Copy each line of the records that holds the string "Bajuwarenstraße".

━━ MATERIAL PROVIDED

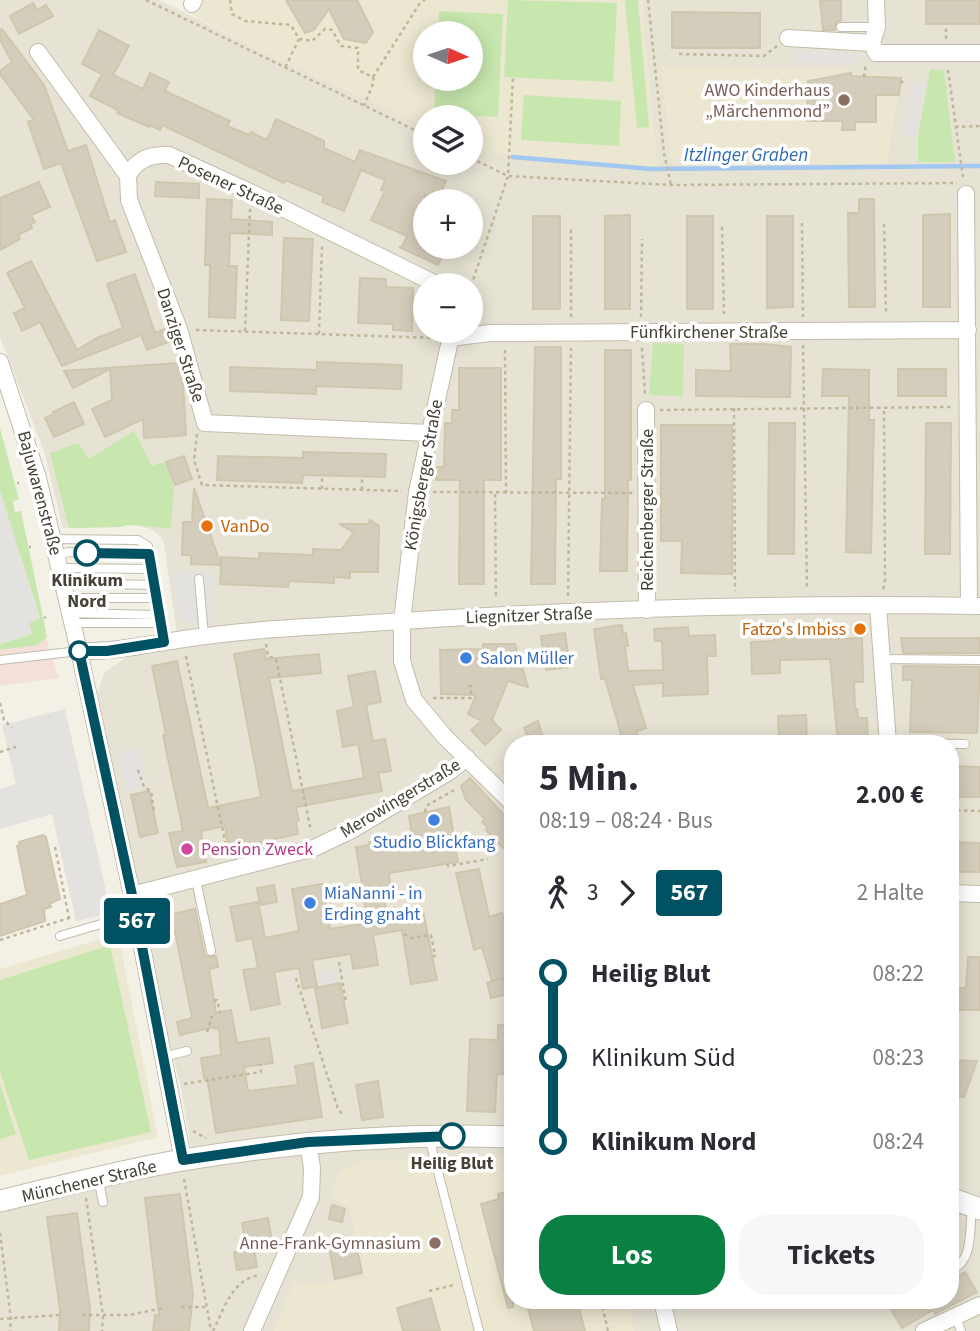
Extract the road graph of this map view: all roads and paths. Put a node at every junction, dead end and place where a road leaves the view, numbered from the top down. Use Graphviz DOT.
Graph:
graph roads {
  1 [pos="146,0"];
  2 [pos="230,0"];
  3 [pos="425,0"];
  4 [pos="648,0"];
  5 [pos="876,0"];
  6 [pos="841,27"];
  7 [pos="874,35"];
  8 [pos="788,38"];
  9 [pos="299,39"];
  10 [pos="37,52"];
  11 [pos="946,53"];
  12 [pos="980,53"];
  13 [pos="680,54"];
  14 [pos="864,65"];
  15 [pos="285,68"];
  16 [pos="373,77"];
  17 [pos="513,77"];
  18 [pos="864,77"];
  19 [pos="900,82"];
  20 [pos="907,82"];
  21 [pos="364,106"];
  22 [pos="980,126"];
  23 [pos="955,127"];
  24 [pos="413,129"];
  25 [pos="483,164"];
  26 [pos="961,173"];
  27 [pos="128,176"];
  28 [pos="508,176"];
  29 [pos="671,185"];
  30 [pos="966,188"];
  31 [pos="250,192"];
  32 [pos="802,223"];
  33 [pos="884,224"];
  34 [pos="572,227"];
  35 [pos="722,227"];
  36 [pos="322,229"];
  37 [pos="413,273"];
  38 [pos="475,273"];
  39 [pos="179,329"];
  40 [pos="968,330"];
  41 [pos="245,331"];
  42 [pos="803,331"];
  43 [pos="886,331"];
  44 [pos="724,332"];
  45 [pos="483,333"];
  46 [pos="571,333"];
  47 [pos="319,334"];
  48 [pos="413,335"];
  49 [pos="505,341"];
  50 [pos="449,343"];
  51 [pos="0,362"];
  52 [pos="884,407"];
  53 [pos="968,407"];
  54 [pos="734,408"];
  55 [pos="806,409"];
  56 [pos="646,410"];
  57 [pos="205,423"];
  58 [pos="429,433"];
  59 [pos="322,476"];
  60 [pos="362,477"];
  61 [pos="237,481"];
  62 [pos="278,482"];
  63 [pos="237,486"];
  64 [pos="278,487"];
  65 [pos="322,489"];
  66 [pos="362,490"];
  67 [pos="418,492"];
  68 [pos="568,492"];
  69 [pos="646,493"];
  70 [pos="495,494"];
  71 [pos="506,494"];
  72 [pos="149,554"];
  73 [pos="152,569"];
  74 [pos="200,579"];
  75 [pos="63,583"];
  76 [pos="154,584"];
  77 [pos="156,598"];
  78 [pos="807,606"];
  79 [pos="878,606"];
  80 [pos="975,606"];
  81 [pos="735,607"];
  82 [pos="647,610"];
  83 [pos="568,614"];
  84 [pos="496,616"];
  85 [pos="160,619"];
  86 [pos="402,621"];
  87 [pos="204,636"];
  88 [pos="183,639"];
  89 [pos="164,642"];
  90 [pos="267,648"];
  91 [pos="79,651"];
  92 [pos="881,659"];
  93 [pos="0,660"];
  94 [pos="980,660"];
  95 [pos="468,686"];
  96 [pos="426,699"];
  97 [pos="0,702"];
  98 [pos="2,721"];
  99 [pos="12,728"];
  100 [pos="887,735"];
  101 [pos="959,744"];
  102 [pos="965,744"];
  103 [pos="16,747"];
  104 [pos="0,752"];
  105 [pos="467,758"];
  106 [pos="138,770"];
  107 [pos="456,789"];
  108 [pos="504,795"];
  109 [pos="959,810"];
  110 [pos="980,811"];
  111 [pos="154,812"];
  112 [pos="425,812"];
  113 [pos="55,847"];
  114 [pos="314,848"];
  115 [pos="488,859"];
  116 [pos="447,864"];
  117 [pos="231,871"];
  118 [pos="196,880"];
  119 [pos="959,893"];
  120 [pos="980,894"];
  121 [pos="132,895"];
  122 [pos="135,914"];
  123 [pos="69,918"];
  124 [pos="74,932"];
  125 [pos="404,934"];
  126 [pos="60,936"];
  127 [pos="0,940"];
  128 [pos="211,951"];
  129 [pos="433,956"];
  130 [pos="339,962"];
  131 [pos="296,978"];
  132 [pos="214,1000"];
  133 [pos="344,1003"];
  134 [pos="220,1012"];
  135 [pos="212,1016"];
  136 [pos="207,1032"];
  137 [pos="187,1051"];
  138 [pos="162,1057"];
  139 [pos="260,1064"];
  140 [pos="177,1085"];
  141 [pos="344,1116"];
  142 [pos="429,1137"];
  143 [pos="504,1138"];
  144 [pos="308,1142"];
  145 [pos="183,1168"];
  146 [pos="91,1179"];
  147 [pos="0,1201"];
  148 [pos="959,1201"];
  149 [pos="103,1202"];
  150 [pos="976,1208"];
  151 [pos="0,1233"];
  152 [pos="959,1265"];
  153 [pos="278,1272"];
  154 [pos="467,1282"];
  155 [pos="429,1291"];
  156 [pos="980,1305"];
  157 [pos="181,1307"];
  158 [pos="205,1307"];
  159 [pos="164,1308"];
  160 [pos="603,1309"];
  161 [pos="664,1309"];
  162 [pos="60,1315"];
  163 [pos="82,1315"];
  164 [pos="103,1316"];
  165 [pos="0,1319"];
  166 [pos="11,1319"];
  167 [pos="959,1324"];
  168 [pos="10,1331"];
  169 [pos="102,1331"];
  170 [pos="212,1331"];
  171 [pos="252,1331"];
  172 [pos="480,1331"];
  173 [pos="608,1331"];
  174 [pos="669,1331"];
  175 [pos="924,1331"];
  1 -- 15 [label="path"];
  2 -- 9 [label="path"];
  3 -- 16 [label="path"];
  4 -- 29 [label="path"];
  5 -- 7 [label="street"];
  6 -- 7 [label="lane"];
  7 -- 8 [label="street"];
  7 -- 11 [label="street"];
  8 -- 13 [label="path"];
  9 -- 15 [label="path"];
  9 -- 16 [label="path"];
  10 -- 27 [label="street"];
  11 -- 12 [label="street"];
  11 -- 23 [label="path"];
  14 -- 18 [label="path"];
  15 -- 21 [label="path"];
  16 -- 21 [label="path"];
  17 -- 28 [label="path"];
  19 -- 20 [label="path"];
  21 -- 24 [label="path"];
  22 -- 23 [label="path"];
  23 -- 26 [label="path"];
  25 -- 28 [label="path"];
  27 -- 31 [label="street, Posener Straße"];
  27 -- 39 [label="street, Danziger Straße"];
  28 -- 29 [label="path"];
  28 -- 38 [label="path"];
  29 -- 30 [label="path"];
  30 -- 40 [label="street"];
  31 -- 36 [label="street, Posener Straße"];
  31 -- 41 [label="path"];
  32 -- 42 [label="path"];
  33 -- 43 [label="path"];
  34 -- 46 [label="path"];
  35 -- 44 [label="path"];
  36 -- 37 [label="street, Posener Straße"];
  36 -- 47 [label="path"];
  39 -- 41 [label="path"];
  39 -- 57 [label="street, Danziger Straße"];
  40 -- 43 [label="street, Fünfkirchener Straße"];
  40 -- 53 [label="street"];
  41 -- 47 [label="path"];
  42 -- 43 [label="street, Fünfkirchener Straße"];
  42 -- 44 [label="street, Fünfkirchener Straße"];
  42 -- 55 [label="path"];
  44 -- 46 [label="street, Fünfkirchener Straße"];
  45 -- 46 [label="street, Fünfkirchener Straße"];
  46 -- 68 [label="path"];
  47 -- 48 [label="path"];
  49 -- 71 [label="path"];
  50 -- 58 [label="street, Königsberger Straße"];
  51 -- 75 [label="street, Bajuwarenstraße"];
  52 -- 53 [label="path"];
  52 -- 55 [label="path"];
  52 -- 79 [label="path"];
  53 -- 80 [label="street"];
  54 -- 55 [label="path"];
  54 -- 56 [label="path"];
  54 -- 81 [label="path"];
  55 -- 78 [label="path"];
  56 -- 69 [label="street, Reichenberger Straße"];
  57 -- 58 [label="street, Danziger Straße"];
  57 -- 63 [label="path"];
  58 -- 67 [label="street, Königsberger Straße"];
  59 -- 65 [label="path"];
  60 -- 66 [label="path"];
  61 -- 63 [label="path"];
  62 -- 64 [label="path"];
  63 -- 64 [label="path"];
  64 -- 65 [label="path"];
  65 -- 66 [label="path"];
  66 -- 67 [label="path"];
  67 -- 70 [label="path"];
  67 -- 86 [label="street, Königsberger Straße"];
  68 -- 69 [label="path"];
  68 -- 71 [label="path"];
  68 -- 83 [label="path"];
  69 -- 82 [label="street, Reichenberger Straße"];
  70 -- 71 [label="path"];
  70 -- 84 [label="path"];
  72 -- 73 [label="lane"];
  72 -- 75 [label="lane"];
  72 -- 75 [label="lane"];
  73 -- 75 [label="lane"];
  73 -- 76 [label="lane"];
  74 -- 87 [label="lane"];
  75 -- 76 [label="lane"];
  75 -- 77 [label="lane"];
  75 -- 85 [label="lane"];
  75 -- 91 [label="street, Bajuwarenstraße"];
  76 -- 77 [label="lane"];
  77 -- 85 [label="lane"];
  78 -- 79 [label="street, Liegnitzer Straße"];
  78 -- 81 [label="street, Liegnitzer Straße"];
  79 -- 80 [label="street, Liegnitzer Straße"];
  79 -- 92 [label="street"];
  81 -- 82 [label="street, Liegnitzer Straße"];
  82 -- 83 [label="street, Liegnitzer Straße"];
  83 -- 84 [label="street, Liegnitzer Straße"];
  84 -- 86 [label="street, Liegnitzer Straße"];
  85 -- 89 [label="lane"];
  86 -- 87 [label="street, Liegnitzer Straße"];
  86 -- 105 [label="street, Königsberger Straße"];
  87 -- 88 [label="street, Liegnitzer Straße"];
  88 -- 89 [label="street, Liegnitzer Straße"];
  88 -- 117 [label="path"];
  89 -- 91 [label="street, Liegnitzer Straße"];
  90 -- 114 [label="path"];
  91 -- 93 [label="lane"];
  91 -- 121 [label="street, Bajuwarenstraße"];
  92 -- 94 [label="lane"];
  92 -- 100 [label="street"];
  95 -- 96 [label="path"];
  97 -- 98 [label="path"];
  98 -- 99 [label="path"];
  101 -- 102 [label="lane"];
  103 -- 104 [label="path"];
  105 -- 108 [label="street, Königsberger Straße"];
  105 -- 114 [label="street, Merowingerstraße"];
  106 -- 111 [label="path"];
  107 -- 112 [label="path"];
  109 -- 110 [label="path"];
  113 -- 123 [label="path"];
  114 -- 117 [label="street, Merowingerstraße"];
  115 -- 116 [label="path"];
  117 -- 118 [label="street, Merowingerstraße"];
  118 -- 121 [label="street, Merowingerstraße"];
  118 -- 128 [label="lane"];
  119 -- 120 [label="street"];
  121 -- 122 [label="street, Bajuwarenstraße"];
  122 -- 124 [label="lane"];
  122 -- 138 [label="street, Bajuwarenstraße"];
  123 -- 124 [label="path"];
  123 -- 127 [label="path"];
  124 -- 126 [label="lane"];
  125 -- 129 [label="path"];
  130 -- 133 [label="path"];
  131 -- 141 [label="path"];
  132 -- 134 [label="path"];
  135 -- 136 [label="path"];
  137 -- 138 [label="lane"];
  138 -- 145 [label="street, Bajuwarenstraße"];
  139 -- 140 [label="path"];
  142 -- 143 [label="street, Münchener Straße"];
  142 -- 144 [label="street, Münchener Straße"];
  142 -- 154 [label="lane"];
  144 -- 145 [label="street, Münchener Straße"];
  144 -- 153 [label="street"];
  145 -- 146 [label="street, Münchener Straße"];
  145 -- 158 [label="path"];
  146 -- 147 [label="street, Münchener Straße"];
  146 -- 149 [label="lane"];
  146 -- 164 [label="path"];
  148 -- 150 [label="street"];
  150 -- 152 [label="lane"];
  151 -- 166 [label="path"];
  153 -- 170 [label="path"];
  153 -- 171 [label="street"];
  154 -- 155 [label="path"];
  154 -- 172 [label="lane"];
  156 -- 167 [label="street"];
  157 -- 158 [label="path"];
  158 -- 170 [label="path"];
  159 -- 164 [label="path"];
  160 -- 173 [label="path"];
  161 -- 174 [label="street"];
  162 -- 166 [label="path"];
  163 -- 164 [label="path"];
  164 -- 169 [label="path"];
  165 -- 166 [label="path"];
  166 -- 168 [label="path"];
  167 -- 175 [label="street"];
}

━━━━

ANSWER =>
  51 -- 75 [label="street, Bajuwarenstraße"];
  75 -- 91 [label="street, Bajuwarenstraße"];
  91 -- 121 [label="street, Bajuwarenstraße"];
  121 -- 122 [label="street, Bajuwarenstraße"];
  122 -- 138 [label="street, Bajuwarenstraße"];
  138 -- 145 [label="street, Bajuwarenstraße"];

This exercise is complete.